Gina Lollobrigida (Foto archivio ANSA)

ROMA – L’ex manager di Gina Lollobrigida, il 32enne Andrea Piazzolla, potrebbe finire a processo con l’accusa di circonvenzione d’incapace. La Procura di Roma ha chiesto il rinvio a giudizio per Piazzolla, a cui vengono contestati fatti avvenuti tra il 2013 e il 2018. Secondo le accuse della Procura (riportate su Il Messaggero), l’ex assistente dell’attrice le avrebbe sottratto soldi e case per almeno 3 milioni di euro in pochi anni.

Stando alla ricostruzione della Procura riportata dal quotidiano Il Messaggero, quando aveva solo 20 anni Piazzolla entrò nelle grazie della Lollobrigida fino a diventare amministratore della società Vissi D’arte, che gestisce i beni dell’artista. Tra il 2013 e il 2018 ci sarebbero stati nel patrimonio dell’attrice degli ammanchi per milioni di euro, mentre i magistrati hanno scoperto una Ferrari F12 intestata a Piazzolla, una casa e due alberghetti venduti, i conti della società svuotati e versamenti a cinque zero sui conti correnti dei suoi genitori.

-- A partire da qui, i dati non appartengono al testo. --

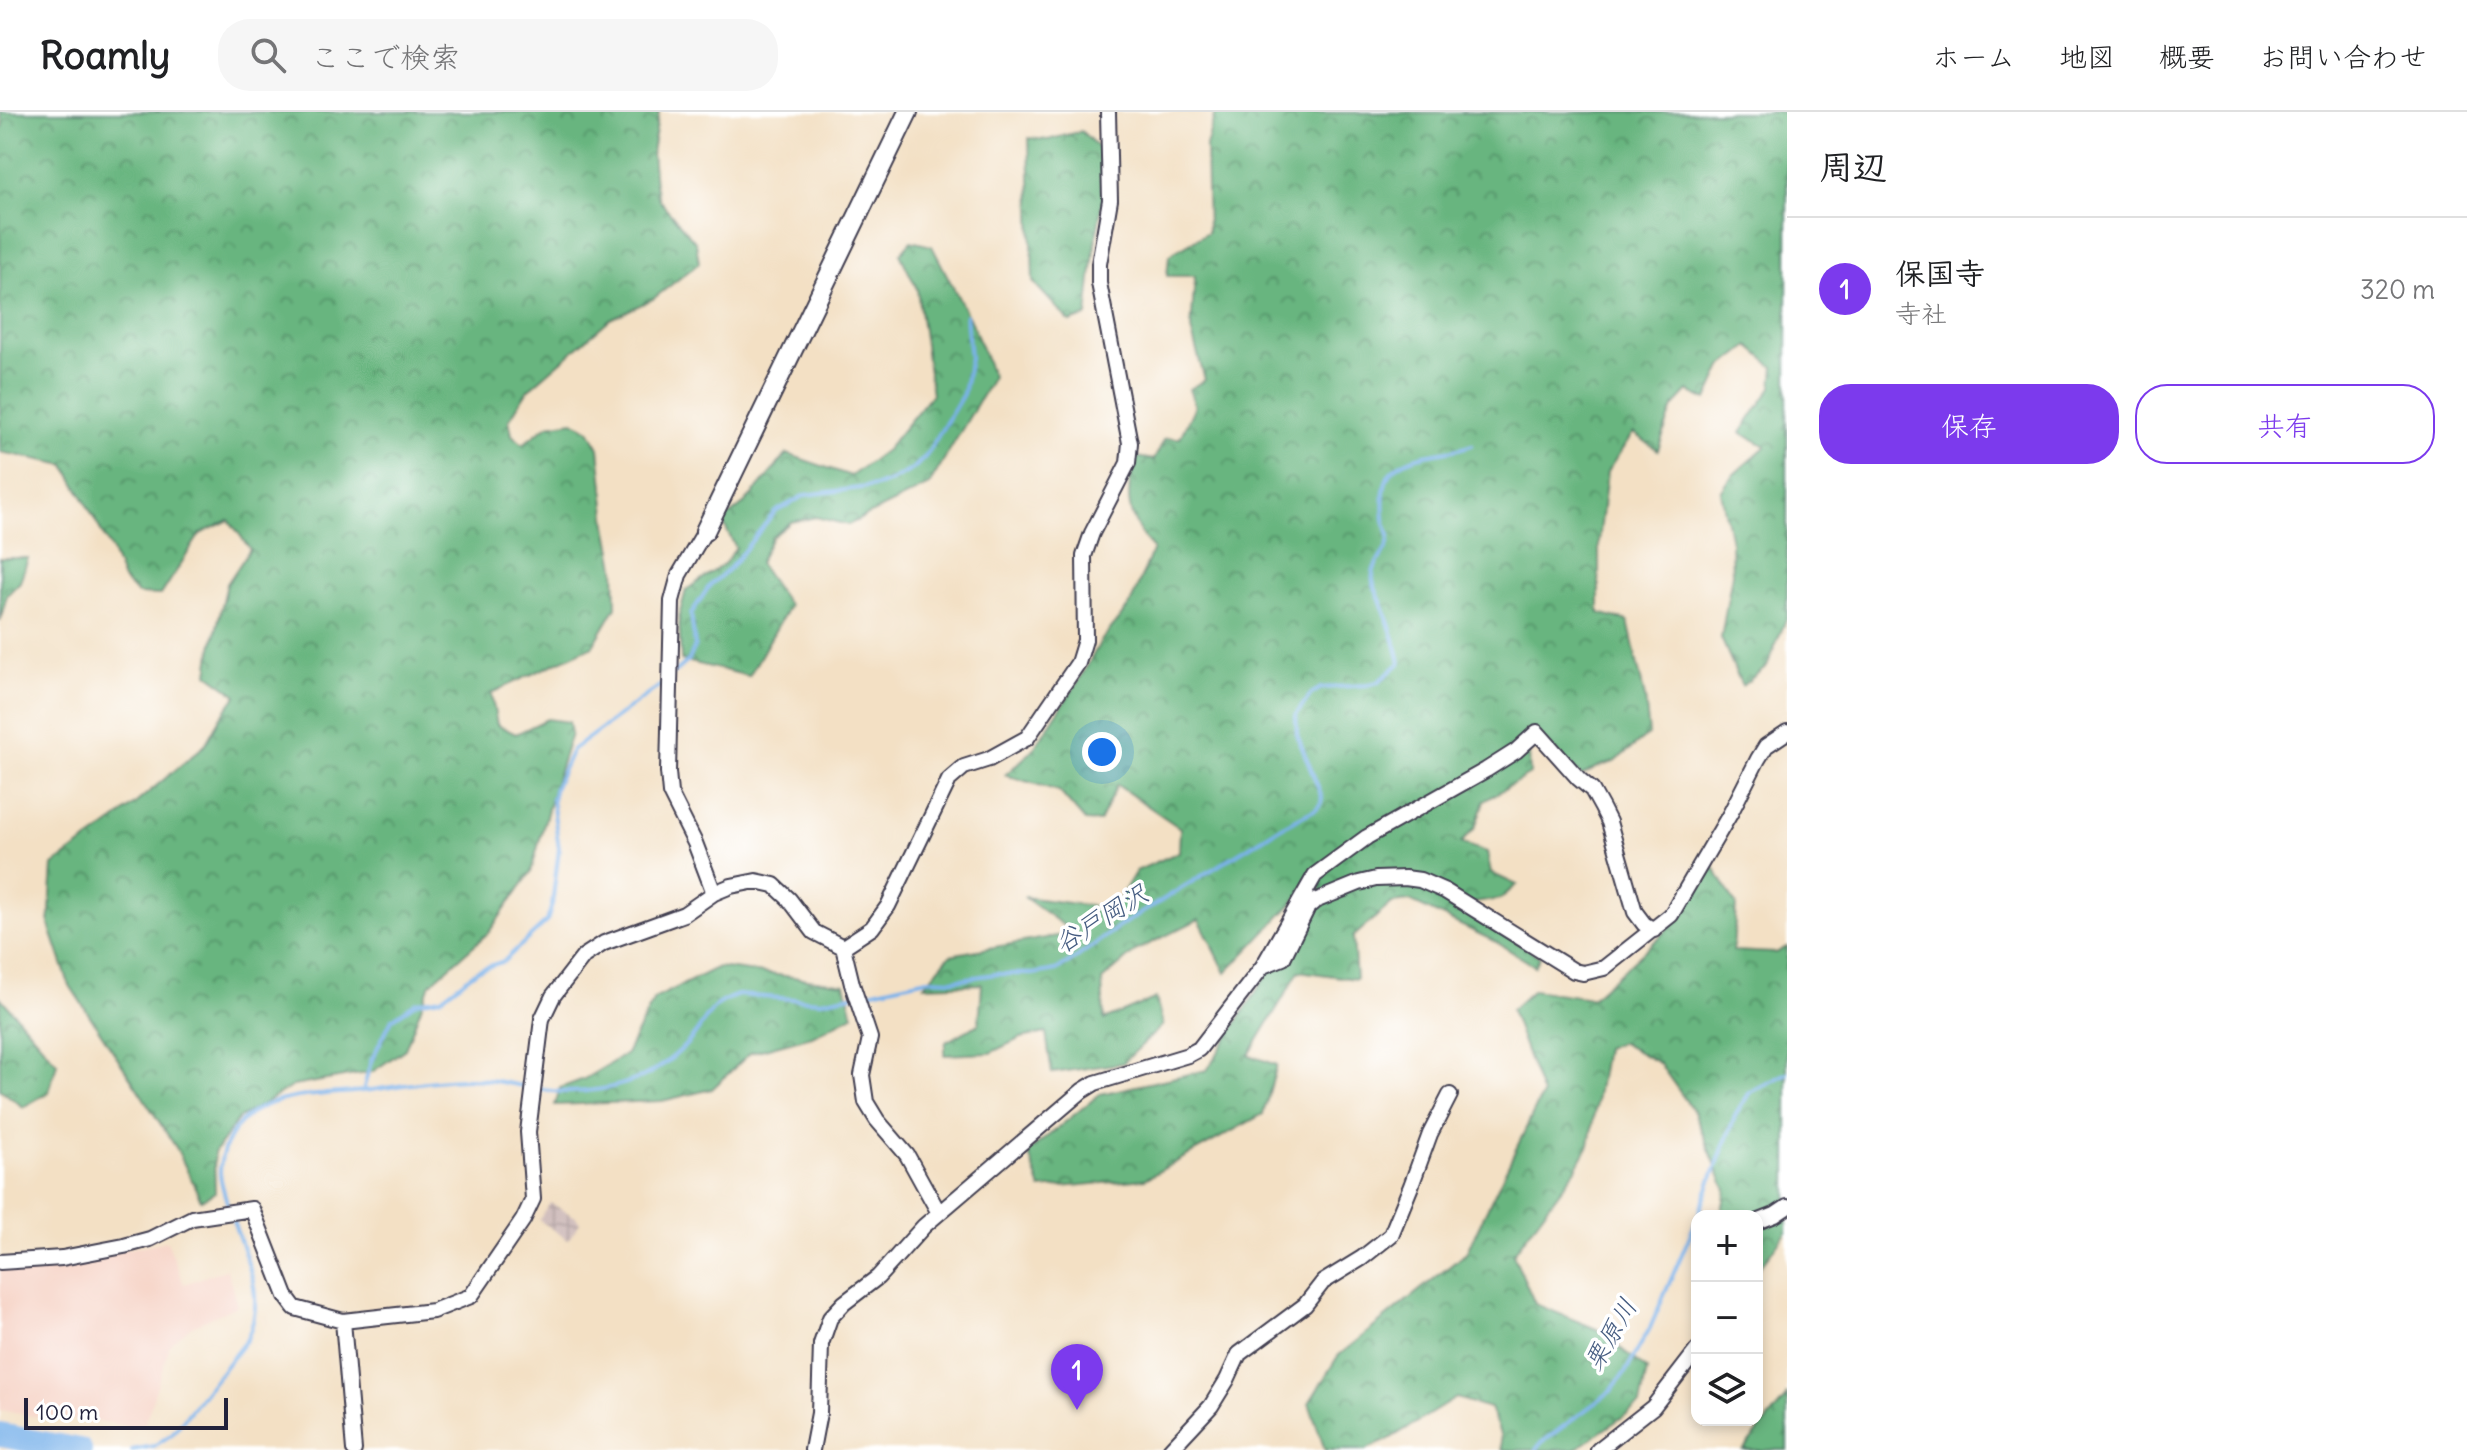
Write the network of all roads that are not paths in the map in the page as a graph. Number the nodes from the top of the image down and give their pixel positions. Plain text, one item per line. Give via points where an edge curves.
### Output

Secondo i giudici dell’accusa, Piazzolla avrebbe approfittato della condizione di “deficienza psichica” dell’attrice, come dichiarato dallo psichiatra forense in una perizia eseguita nell’estate 2017, secondo cui la Lollobrigida “pur senza sconfinare in una condizione di infermità mentale, presenta una personalità con caratteristiche disarmoniche in cui sono emersi tratti di tipo narcisistico, ossessivo, compulsivo, istrionico e paranoideo”.

Lo psichiatra, riporta il Messaggero, sostiene che queste caratteristiche hanno portato a “un indebolimento della corretta percezione della realtà e della capacità di rapportarsi a essa, tale da configurare una condizione di deficienza psichica”, quindi Piazzolla avrebbe approfittato “della vulnerabilità e menomazione del potere di critica” dell’attrice che ormai era ultranovantenne.

A denunciare anni fa quella situazione sospetta sono stati l’unico figlio dell’attrice, Milko Skofic, il nipote Dmitri e dal marito Javier Rigau, protagonista del discusso matrimonio per delega, tutti assistiti dall’avvocato Michele Gentiloni Silveri. Dopo la denuncia il patrimonio della diva è stato messo al sicuro ed è stato nominato un amministratore di sostegno per gestire i suoi beni, dato che non è stata ritenuta in grado di farlo da sola. Per sapere se Piazzolla andrà o meno a processo, sarà necessario attendere la decisione dei giudici. (Fonte Adnkronos e Il Messaggero).